Practical Me: Black and white always works. Are you sure you like plants that much? This is a 365-day commitment, you know.

Whimsical Me: You're in a rut. You should try something new besides black and white. Plus, plants are cheerful. Live a little, woman!

Practical Me: But that font on the plant calendar is ALL WRONG. I mean, it's not as bad as Papyrus or Comic Sans, but clearly, it's not going to win any typography awards. Can you emotionally commit to a bad font for 12 months?

Decorative Me: Point conceded.

Practical Me: I should note that the black border will blend nicely into your refrigerator. You won't even notice this version once it's hanging up.

Decorative Me: But isn't that too predictable? Won't you want some life and color during those doldrum months? On top of that, can you even consider this a "transition" to a "new" calendar if it looks just like last year's calendar?

Practical Me: Oh. Ooof. I hadn't considered that. (pause). Really, Robin. This is just a calendar. Just. A. Calendar. This is not a lifelong commitment.
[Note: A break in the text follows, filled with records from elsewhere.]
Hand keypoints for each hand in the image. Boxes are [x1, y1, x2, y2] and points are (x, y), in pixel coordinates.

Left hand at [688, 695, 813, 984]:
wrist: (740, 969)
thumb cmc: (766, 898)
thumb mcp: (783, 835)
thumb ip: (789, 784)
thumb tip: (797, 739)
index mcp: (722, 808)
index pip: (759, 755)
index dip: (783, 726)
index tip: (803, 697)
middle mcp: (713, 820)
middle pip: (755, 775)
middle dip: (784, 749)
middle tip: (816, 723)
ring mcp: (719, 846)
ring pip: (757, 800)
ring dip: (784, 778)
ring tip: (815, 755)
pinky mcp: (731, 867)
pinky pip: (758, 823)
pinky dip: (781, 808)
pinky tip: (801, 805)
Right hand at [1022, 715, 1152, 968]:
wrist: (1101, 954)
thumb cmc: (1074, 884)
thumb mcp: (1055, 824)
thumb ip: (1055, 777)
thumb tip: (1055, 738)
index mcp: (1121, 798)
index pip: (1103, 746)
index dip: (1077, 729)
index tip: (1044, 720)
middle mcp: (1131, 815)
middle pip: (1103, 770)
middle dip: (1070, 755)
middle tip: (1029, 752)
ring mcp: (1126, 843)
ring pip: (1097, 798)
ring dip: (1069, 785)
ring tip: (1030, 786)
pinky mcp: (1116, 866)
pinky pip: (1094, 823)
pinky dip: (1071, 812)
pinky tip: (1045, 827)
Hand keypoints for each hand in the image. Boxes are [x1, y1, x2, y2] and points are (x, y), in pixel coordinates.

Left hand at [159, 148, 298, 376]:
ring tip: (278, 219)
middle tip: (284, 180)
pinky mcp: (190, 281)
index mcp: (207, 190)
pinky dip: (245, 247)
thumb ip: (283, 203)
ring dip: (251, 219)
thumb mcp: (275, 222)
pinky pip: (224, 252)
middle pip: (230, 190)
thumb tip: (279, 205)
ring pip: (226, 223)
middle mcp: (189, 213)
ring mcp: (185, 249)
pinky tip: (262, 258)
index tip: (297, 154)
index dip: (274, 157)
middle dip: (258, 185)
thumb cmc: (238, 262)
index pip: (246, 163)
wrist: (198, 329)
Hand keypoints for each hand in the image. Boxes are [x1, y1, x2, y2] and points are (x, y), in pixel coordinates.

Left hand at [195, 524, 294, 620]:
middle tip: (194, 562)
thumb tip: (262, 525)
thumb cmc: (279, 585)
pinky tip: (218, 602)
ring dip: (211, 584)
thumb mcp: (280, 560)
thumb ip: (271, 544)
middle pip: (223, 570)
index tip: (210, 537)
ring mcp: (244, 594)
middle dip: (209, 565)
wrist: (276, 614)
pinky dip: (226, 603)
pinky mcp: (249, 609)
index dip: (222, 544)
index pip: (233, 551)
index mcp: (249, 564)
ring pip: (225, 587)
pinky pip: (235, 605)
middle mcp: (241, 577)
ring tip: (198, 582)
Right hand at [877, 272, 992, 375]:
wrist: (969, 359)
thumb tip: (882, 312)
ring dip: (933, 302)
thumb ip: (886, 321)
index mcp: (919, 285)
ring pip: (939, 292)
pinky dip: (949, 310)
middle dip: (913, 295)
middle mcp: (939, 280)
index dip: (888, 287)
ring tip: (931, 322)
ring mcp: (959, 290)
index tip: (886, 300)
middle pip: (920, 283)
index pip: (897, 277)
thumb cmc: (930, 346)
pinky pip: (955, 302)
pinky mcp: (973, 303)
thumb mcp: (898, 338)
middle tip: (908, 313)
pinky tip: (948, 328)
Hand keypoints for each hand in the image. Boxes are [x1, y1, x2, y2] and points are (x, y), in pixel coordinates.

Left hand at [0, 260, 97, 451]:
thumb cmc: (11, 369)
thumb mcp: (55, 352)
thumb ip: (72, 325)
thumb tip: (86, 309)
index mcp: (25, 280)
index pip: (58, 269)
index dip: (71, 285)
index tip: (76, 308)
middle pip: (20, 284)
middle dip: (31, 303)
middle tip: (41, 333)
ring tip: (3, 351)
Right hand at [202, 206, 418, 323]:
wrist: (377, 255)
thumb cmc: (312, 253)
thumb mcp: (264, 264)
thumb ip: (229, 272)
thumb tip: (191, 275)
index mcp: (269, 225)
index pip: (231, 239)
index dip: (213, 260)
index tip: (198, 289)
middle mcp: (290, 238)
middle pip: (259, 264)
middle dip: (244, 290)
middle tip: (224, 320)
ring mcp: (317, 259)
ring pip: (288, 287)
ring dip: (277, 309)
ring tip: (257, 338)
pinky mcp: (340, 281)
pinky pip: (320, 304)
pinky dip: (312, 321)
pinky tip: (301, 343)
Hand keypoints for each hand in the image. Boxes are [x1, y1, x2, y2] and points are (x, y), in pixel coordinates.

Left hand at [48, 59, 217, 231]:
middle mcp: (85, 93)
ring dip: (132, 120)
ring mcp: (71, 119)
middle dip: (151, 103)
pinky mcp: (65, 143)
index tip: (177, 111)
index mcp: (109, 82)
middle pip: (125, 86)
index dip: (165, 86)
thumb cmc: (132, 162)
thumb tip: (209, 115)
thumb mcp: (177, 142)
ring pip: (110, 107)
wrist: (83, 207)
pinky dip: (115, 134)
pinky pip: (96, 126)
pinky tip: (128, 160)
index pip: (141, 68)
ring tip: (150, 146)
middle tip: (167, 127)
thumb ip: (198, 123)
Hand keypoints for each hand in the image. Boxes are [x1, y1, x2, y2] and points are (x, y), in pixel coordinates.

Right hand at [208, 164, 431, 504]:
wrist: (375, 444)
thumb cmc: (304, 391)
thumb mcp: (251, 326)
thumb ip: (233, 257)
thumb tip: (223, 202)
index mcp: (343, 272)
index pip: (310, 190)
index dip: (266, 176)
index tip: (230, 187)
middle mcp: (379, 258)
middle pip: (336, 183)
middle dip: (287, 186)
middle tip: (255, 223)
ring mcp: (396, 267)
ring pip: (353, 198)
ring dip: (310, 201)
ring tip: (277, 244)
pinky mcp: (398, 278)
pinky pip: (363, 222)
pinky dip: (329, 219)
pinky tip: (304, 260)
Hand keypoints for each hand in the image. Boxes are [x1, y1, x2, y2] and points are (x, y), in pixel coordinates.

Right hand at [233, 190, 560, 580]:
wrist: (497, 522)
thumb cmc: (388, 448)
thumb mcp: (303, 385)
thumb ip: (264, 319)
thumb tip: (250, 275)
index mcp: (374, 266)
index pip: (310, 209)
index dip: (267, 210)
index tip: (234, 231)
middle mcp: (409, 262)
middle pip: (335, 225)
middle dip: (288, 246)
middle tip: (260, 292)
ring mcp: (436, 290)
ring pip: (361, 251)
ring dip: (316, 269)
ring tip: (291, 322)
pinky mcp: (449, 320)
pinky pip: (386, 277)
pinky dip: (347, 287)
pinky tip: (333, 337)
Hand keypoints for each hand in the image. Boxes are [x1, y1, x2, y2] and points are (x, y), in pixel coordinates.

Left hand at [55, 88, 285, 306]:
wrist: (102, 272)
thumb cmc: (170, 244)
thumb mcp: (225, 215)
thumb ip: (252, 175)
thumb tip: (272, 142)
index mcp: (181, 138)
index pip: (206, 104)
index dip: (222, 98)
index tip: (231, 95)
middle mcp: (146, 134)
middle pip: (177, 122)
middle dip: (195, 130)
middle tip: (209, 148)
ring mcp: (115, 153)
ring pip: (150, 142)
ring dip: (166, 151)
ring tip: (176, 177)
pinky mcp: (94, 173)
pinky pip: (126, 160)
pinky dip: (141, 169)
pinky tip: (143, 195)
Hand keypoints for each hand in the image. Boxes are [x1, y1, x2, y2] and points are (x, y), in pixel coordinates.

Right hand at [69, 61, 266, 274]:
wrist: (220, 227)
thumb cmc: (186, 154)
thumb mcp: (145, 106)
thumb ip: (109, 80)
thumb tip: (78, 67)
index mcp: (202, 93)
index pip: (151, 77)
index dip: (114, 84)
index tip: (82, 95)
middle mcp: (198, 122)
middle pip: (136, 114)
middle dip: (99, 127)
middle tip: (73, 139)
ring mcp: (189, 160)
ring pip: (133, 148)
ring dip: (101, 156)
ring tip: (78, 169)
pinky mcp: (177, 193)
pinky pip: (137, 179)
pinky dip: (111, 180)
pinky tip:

Irrational Me: Well, technically, it's still a pretty big commitment. It is a whole year, after all. You better get this right. You're going to be dealing with this choice for 365 sequential days.

Detail-Oriented Me: Actually, try 366 days. It's a leap year, you know.

Exhausted Me: I can see you're stuck, so let's simplify things. Look here at this entirely new third calendar option for you to consider. That'll help.

Every Other Part of Me: That doesn't help at all.